セラを見ていれば分かるが、紋章持ちということで実際かなりの実力はあるだろうし、後は話さえ広まっていれば旅において色々と融通が利く。
「まぁ、そうなります、二人とも紋章持ちということもあったのでしょうが、ありがたいことにすぐに多くの人が勇者として受け入れてくれました」
「確かに、通常勇者がチームアップするとしても、紋章持ちは一人居るかどうですからね、実際僕も紋章は持っていませんからね」
どっちかというと、チームを組むのは紋章持ちでない者が多い。
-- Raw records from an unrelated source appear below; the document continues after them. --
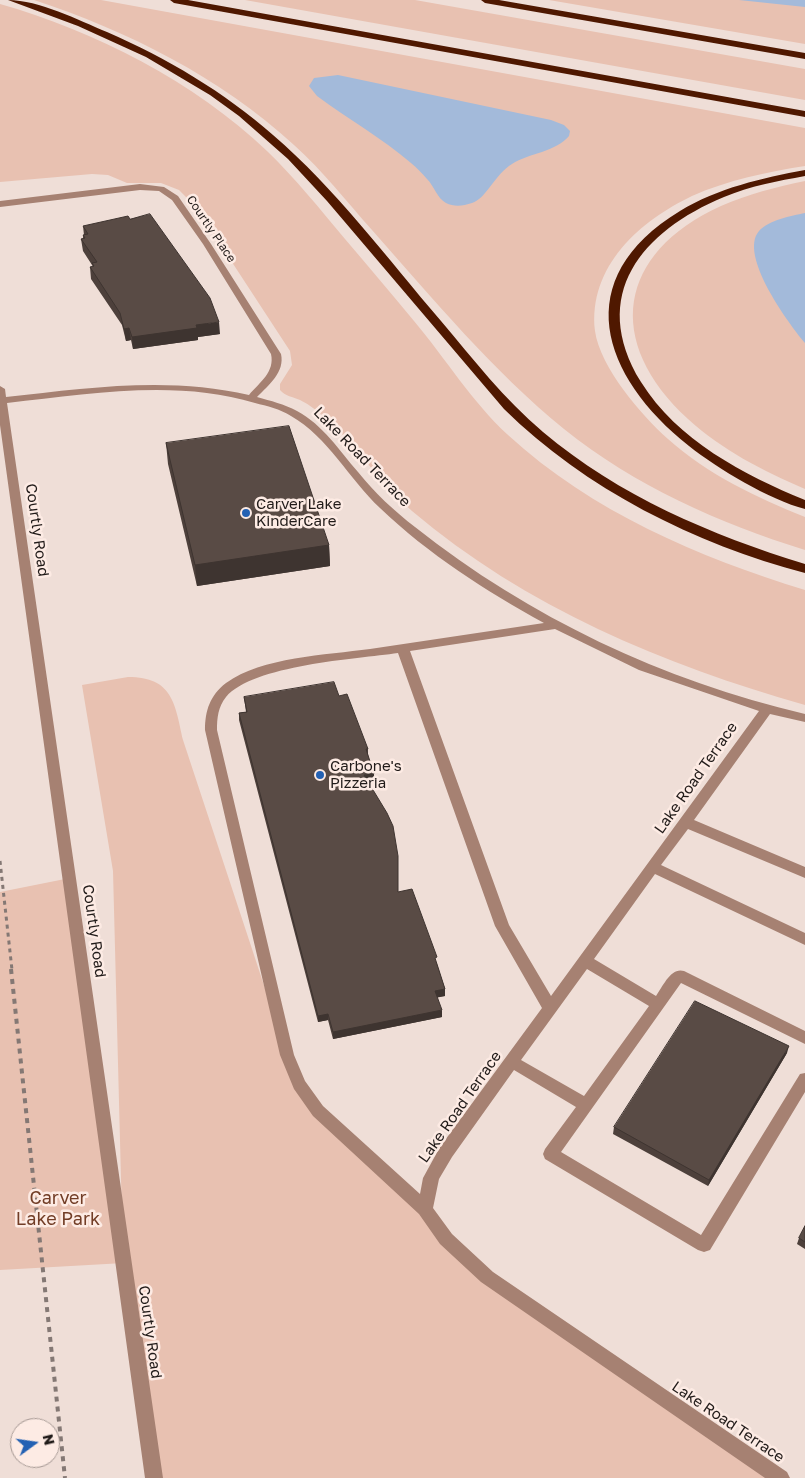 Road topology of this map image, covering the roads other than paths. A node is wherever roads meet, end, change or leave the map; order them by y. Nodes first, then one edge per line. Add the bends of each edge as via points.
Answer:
1 (12, 0) edge
2 (174, 0) edge
3 (485, 0) edge
4 (805, 56) edge
5 (805, 114) edge
6 (805, 173) edge
7 (0, 204) edge
8 (1, 397) edge
9 (250, 398) junction
10 (805, 505) edge
11 (805, 569) edge
12 (558, 625) junction
13 (403, 649) junction
14 (767, 709) junction
15 (805, 718) edge
16 (685, 822) junction
17 (652, 867) junction
18 (805, 873) edge
19 (805, 939) edge
20 (584, 961) junction
21 (658, 1004) junction
22 (550, 1008) junction
23 (805, 1038) edge
24 (512, 1062) junction
25 (805, 1078) edge
26 (586, 1105) junction
27 (425, 1209) junction
28 (154, 1478) edge
29 (781, 1478) edge

1 - 11 highway via 90,28 152,58 205,89 261,130 304,171 518,415 565,455 627,496 684,524
2 - 5 highway
3 - 4 highway
6 - 10 highway via 719,195 663,227 634,255 622,274 614,296 612,321 627,369 665,419 724,465
7 - 9 street, Courtly Place via 140,187 172,195 276,354 279,363 276,369
8 - 9 street, Lake Road Terrace via 140,388 210,391
8 - 28 street, Courtly Road
9 - 12 street, Lake Road Terrace via 287,410 310,423 364,486 416,533 491,587
12 - 13 street
12 - 14 street, Lake Road Terrace via 644,667
13 - 22 street via 502,926
13 - 27 street via 280,666 254,673 224,690 213,710 211,730 287,1055 299,1084 318,1112
14 - 15 street
14 - 16 street, Lake Road Terrace
16 - 17 street, Lake Road Terrace
16 - 18 street
17 - 19 street
17 - 20 street, Lake Road Terrace
20 - 21 street
20 - 22 street, Lake Road Terrace
21 - 23 street via 679,975
21 - 26 street
22 - 24 street, Lake Road Terrace
24 - 26 street
24 - 27 street, Lake Road Terrace via 446,1152 432,1178
25 - 26 street via 704,1245 551,1154
27 - 29 street, Lake Road Terrace via 446,1239 486,1277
チーム単位で何かを成し遂げた者たちが、チーム単位で勇者認定される場合が多いはずだ。あとは、僕らの様に、比較的に経験の少ない紋章持ちにお供として何人か付けられるパターンがあるくらいで、あまり紋章持ち同士で固定のチームを組むことは少ない。
もちろん、その場限りで勇者同士が組んだりすることはあるだろうが、行動を共にするのはかなり珍しいことだろう。
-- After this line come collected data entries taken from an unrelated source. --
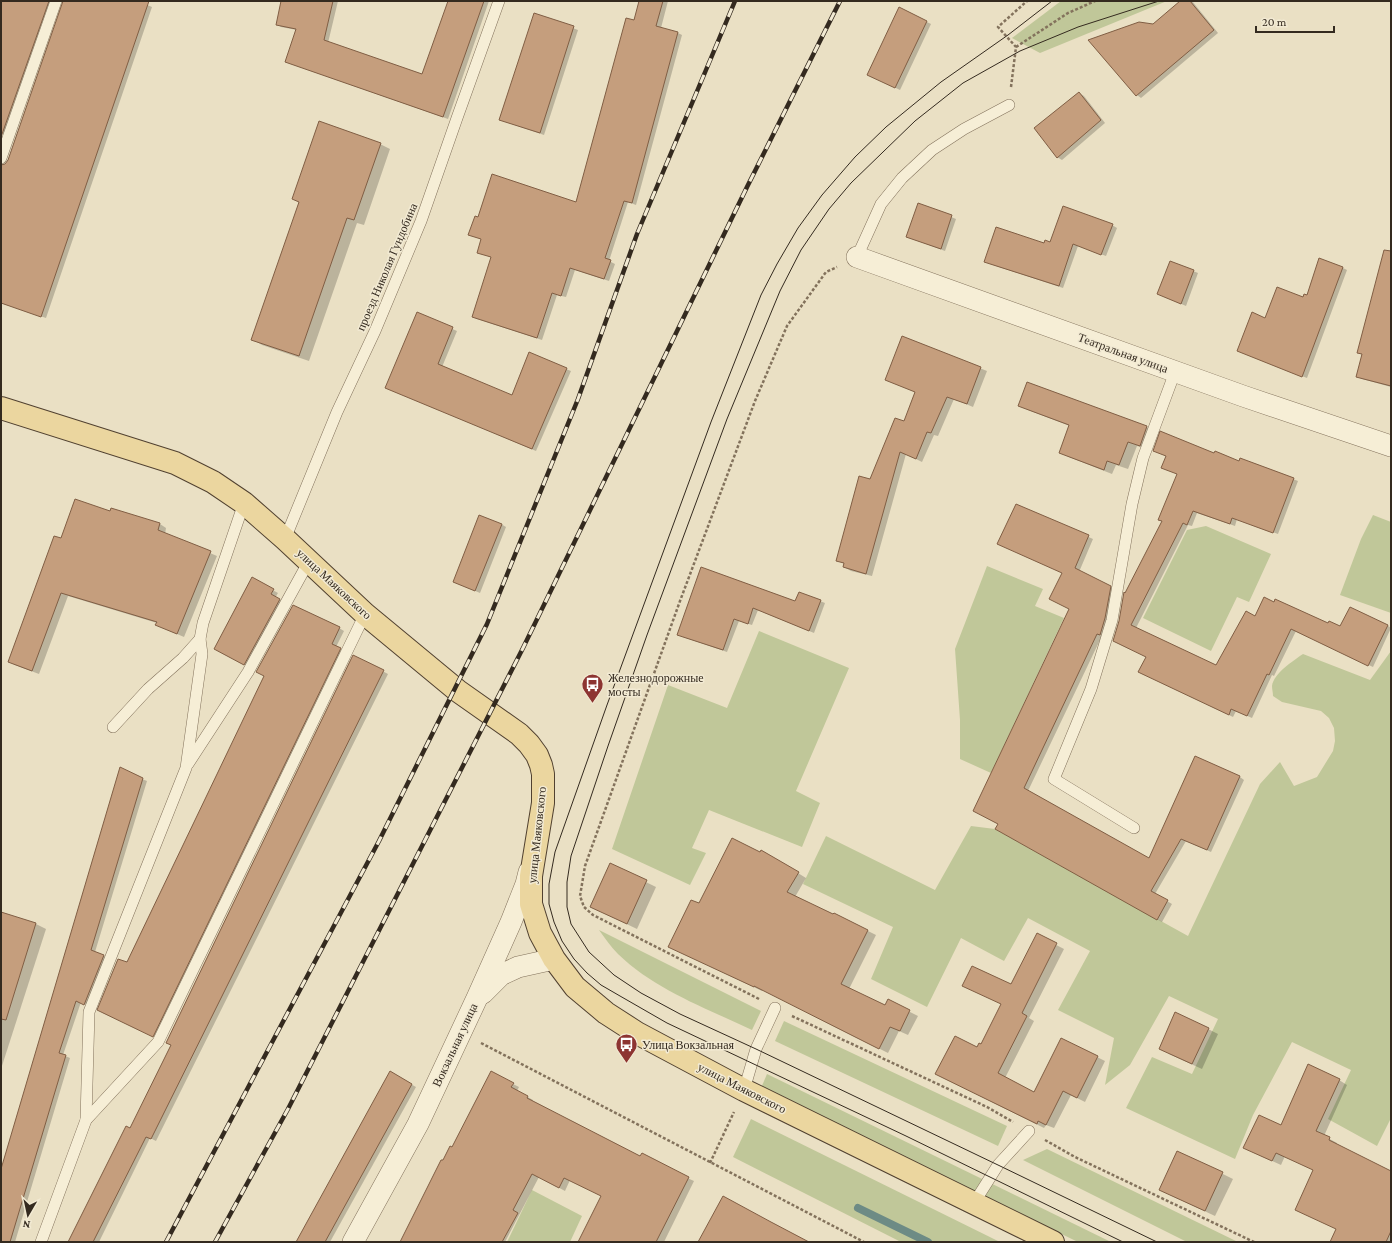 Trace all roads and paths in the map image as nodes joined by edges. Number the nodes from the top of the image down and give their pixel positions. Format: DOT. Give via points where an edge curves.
graph roads {
  1 [pos="56,1"];
  2 [pos="499,1"];
  3 [pos="1028,1"];
  4 [pos="1094,1"];
  5 [pos="1016,47"];
  6 [pos="1009,105"];
  7 [pos="1,158"];
  8 [pos="857,257"];
  9 [pos="1175,372"];
  10 [pos="1,408"];
  11 [pos="1391,446"];
  12 [pos="244,503"];
  13 [pos="285,538"];
  14 [pos="309,561"];
  15 [pos="366,614"];
  16 [pos="200,639"];
  17 [pos="113,727"];
  18 [pos="186,768"];
  19 [pos="1134,828"];
  20 [pos="538,839"];
  21 [pos="554,959"];
  22 [pos="477,998"];
  23 [pos="775,1008"];
  24 [pos="461,1033"];
  25 [pos="744,1090"];
  26 [pos="86,1120"];
  27 [pos="1029,1131"];
  28 [pos="710,1163"];
  29 [pos="974,1204"];
  30 [pos="41,1242"];
  31 [pos="353,1242"];
  32 [pos="864,1242"];
  33 [pos="1053,1242"];
  1 -- 7 [label="lane"];
  2 -- 13 [label="lane, проезд Николая Гундобина" via="421,221"];
  3 -- 5 [label="path" via="998,26"];
  4 -- 5 [label="path" via="1068,12"];
  5 -- 6 [label="path"];
  6 -- 8 [label="lane" via="932,150 902,178 881,204"];
  8 -- 9 [label="street, Театральная улица"];
  8 -- 23 [label="path" via="826,272 787,326 680,602 585,866 580,896 584,907 592,915"];
  9 -- 11 [label="street, Театральная улица"];
  9 -- 19 [label="lane" via="1143,458 1108,634 1091,689 1054,779"];
  10 -- 12 [label="main road, улица Маяковского" via="175,463 213,482"];
  12 -- 13 [label="main road, улица Маяковского"];
  12 -- 16 [label="lane" via="203,623"];
  13 -- 14 [label="main road, улица Маяковского"];
  14 -- 15 [label="main road, улица Маяковского"];
  14 -- 18 [label="lane" via="248,672"];
  15 -- 20 [label="main road, улица Маяковского" via="458,692 519,734 529,744 537,755 543,774 543,803"];
  15 -- 26 [label="lane" via="158,1042"];
  16 -- 17 [label="lane"];
  16 -- 18 [label="lane" via="202,654"];
  18 -- 26 [label="lane" via="89,1012"];
  20 -- 21 [label="main road, улица Маяковского" via="532,876 531,904 540,933"];
  20 -- 22 [label="street, Вокзальная улица" via="523,891"];
  21 -- 22 [label="street" via="518,967 501,975"];
  21 -- 25 [label="main road, улица Маяковского" via="575,987 606,1013 637,1033"];
  22 -- 24 [label="street, Вокзальная улица"];
  23 -- 25 [label="lane" via="756,1049"];
  24 -- 28 [label="path"];
  24 -- 31 [label="street, Вокзальная улица" via="418,1124"];
  25 -- 28 [label="path"];
  25 -- 29 [label="main road, улица Маяковского"];
  26 -- 30 [label="lane"];
  27 -- 29 [label="lane" via="998,1165"];
  28 -- 32 [label="path"];
  29 -- 33 [label="main road, улица Маяковского"];
}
なにせ、紋章持ち自体が珍しいからな……そんな紋章持ちが複数人集まること自体最前線でもない限りあまりないことだろうから、自然と注目を集めることになるだろう。
「そちらが、紋章持ちのセラフィーナさんですね」
公爵の視線がセラに向かうと、コクリと頷いた。いつも通りのダンマリ落ち着きモードだ。
少々お転婆感はあるが、見た目がどこぞのお姫様みたい整っているのもあり、確かにこうしているとなんというか、実際に達人感がでるというかなんというか。格の高さが感じられる。
素の彼女は親しみやすい一方で、格だとか圧だとか、そんなものは全然そんなものは感じられないので、どっちもどっちってところだ。出来れば中間が欲しい所でもあるが、その辺りは僕の役目ということだろう。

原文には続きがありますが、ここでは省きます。